Compression Benchmarks for PostgreSQL Archives

August 29, 2024

By far, my favorite RDBMS is PostgreSQL. Having worked with MySQL, MSSQL, Cassandra, Redis and more; the versatility of PostgreSQL continues to inspire me to write better and more complex SQL. I have a piece of software that reaches out to various news websites following best practices for crawling. Scraping content using provided by the sitemap.xml and following the rules set forth by the robots.txt file. The content of these sites can be anything, but the general approach is to collect as much news as possible to see if I can develop a series of heuristics to provide as technical indicators.

I've been running the software for about two years now, and a massive PostgreSQL table has been created from the result of it. Today, I'd like to start making regular backups of the data in the table. This article will focus on benchmarking how long it'll take to backup a table using the pg_dump program & Docker.

Standing on the shoulders of giants, I've found a comprehensive review of algorithms used for compression. I'm not concerned with parallel processing; I'll stick to evaluating the programs as provided. What I'm looking to glean is a definitive and consistent measurement of how long it'll take to export and compress information for the massive PostgreSQL table.

Benchmark Setup

Benchmark setup is fairly straightforward. A table called location tracks various metrics about URLs such as crawl_delay, domain of the URL, change_ferq, and lastmod. Properties provided by a sites' sitemap.xml. Which in turn allows for the development of an algorithm to select more relevant pages, yet still allow the crawler to search for archived content while not overburdening the website. The location table will be used to identify the best compression algorithm benchmark for the much larger table

timestamp_start=$(date '+%Y-%m-%dT%H:%M:%S')
date -d "$timestamp" +"%s"
docker exec $container_id /usr/local/bin/pg_dump -h localhost -U dbuser -t location -a -d dbname > $host_filepath
timestamp_start=$(date '+%Y-%m-%dT%H:%M:%S')

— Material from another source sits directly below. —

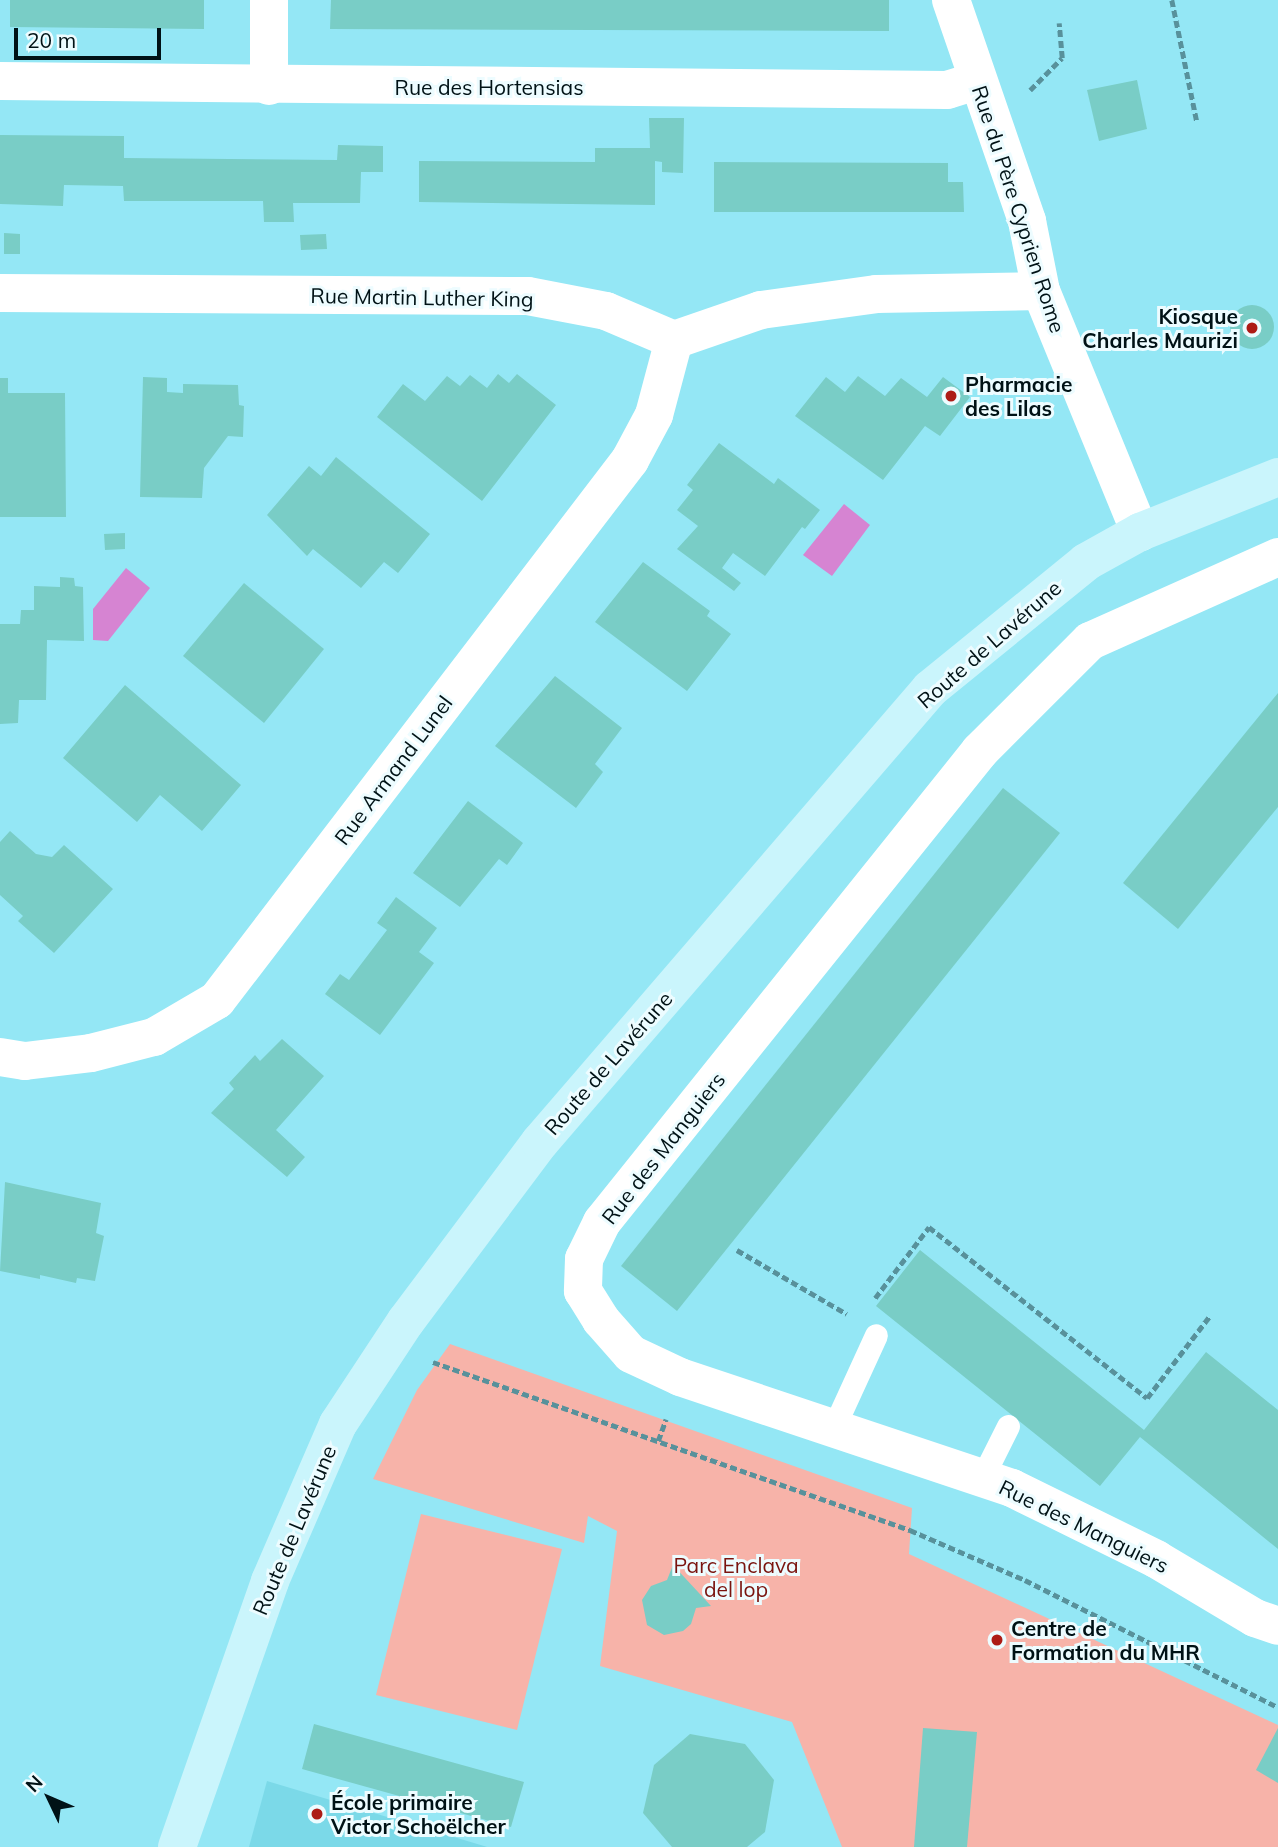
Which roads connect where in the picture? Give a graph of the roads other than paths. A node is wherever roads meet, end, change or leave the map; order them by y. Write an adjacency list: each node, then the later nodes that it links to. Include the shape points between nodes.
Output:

The database is ran using docker, specifically the postgis:15-3.3-alpine image. Port 5432 is exposed to the host, but we won't use it because it seems that connecting to a port exposed to the host will route traffic through the LAN. Instead we'll export data in the container and compress the output from the exec command to a filepath on the host.

How the database has been initalized using Docker

docker run -p "5432:5432" --name postgresql-datastore -e 'POSTGRES_USER=dbuser' -e 'POSTGRES_PASSWORD=password' -e 'POSTGRES_DB=dbname' -d --shm-size=12g postgis:15-3.3-alpine

The compression algorithms to be tested are zstd, gzip, bzip2, lz4, and xz.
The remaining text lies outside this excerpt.